Trigonometric functions are a fundamental part of mathematics, especially within the study of angles and periodic phenomena. These functions include sine, cosine, tangent, cotangent, secant, and cosecant. Each function relates to the angles and sides of a right-angled triangle.

Trigonometric functions are often used in various fields such as physics, engineering, and even biology due to their ability to model periodic patterns:

• Sine and cosine functions have a range between -1 and 1.
• Tangent and cotangent functions can take any real value.
• Secant and cosecant, inverses of cosine and sine respectively, have ranges outside of -1 to 1.

The periodic nature of these functions means they repeat their values in regular intervals when graphed. This characteristic is particularly useful in modeling waves and oscillations.

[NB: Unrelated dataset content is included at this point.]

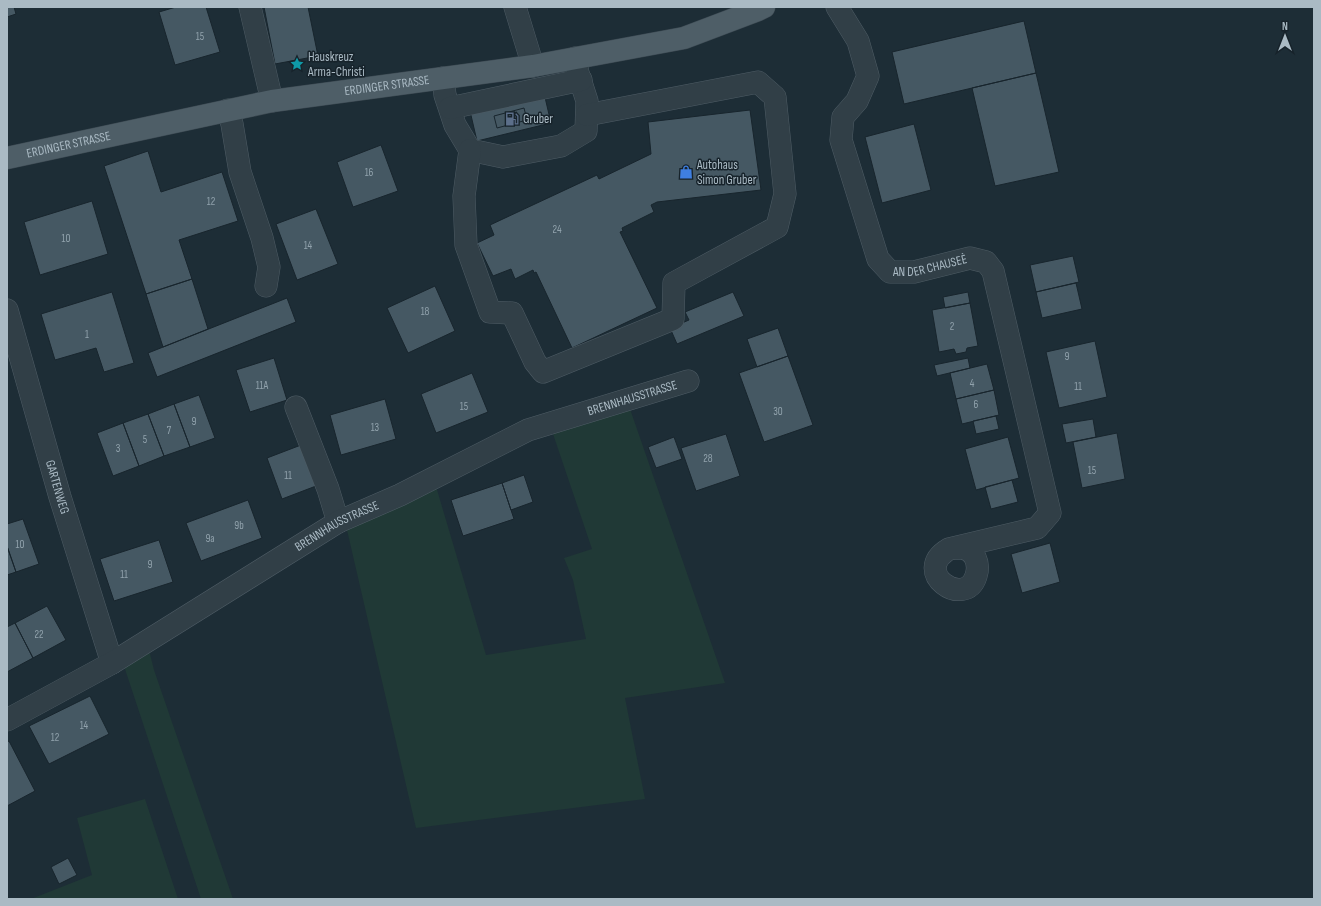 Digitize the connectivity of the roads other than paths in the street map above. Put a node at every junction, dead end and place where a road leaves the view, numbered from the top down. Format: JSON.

Understanding trigonometric functions involves knowing their behavior through their equations, as well as their graphical representations. The period and amplitude are key features, with the period being the distance over which the function’s shape repeats.

The cotangent function, represented as \(\cot(x)\), is the reciprocal of the tangent function. While tangent is defined as \(\tan(x) = \frac{\sin(x)}{\cos(x)}\), cotangent is written as \(\cot(x) = \frac{\cos(x)}{\sin(x)}\). Due to this inverse relationship, the cotangent function is undefined wherever the sine function equals zero.

In our example, the function is \(y = \frac{1}{4} \cot(2\pi x + \frac{\pi}{3}) - 3\). The transformation applied includes multiplication by \(\frac{1}{4}\) and a vertical shift downward by 3 units. Despite these transformations:

• The cotangent's undefined points occur when the expression within it, \(2\pi x + \frac{\pi}{3}\), equals an integer multiple of \pi\.
• The resultant undefined points for \(x\) are \(x = \frac{k}{2} - \frac{1}{6}\), where \(k\) is any integer.
• The domain excludes these points, otherwise, it includes all real numbers.
• The range for cotangent, due to its structure, is all real numbers, even when transformed.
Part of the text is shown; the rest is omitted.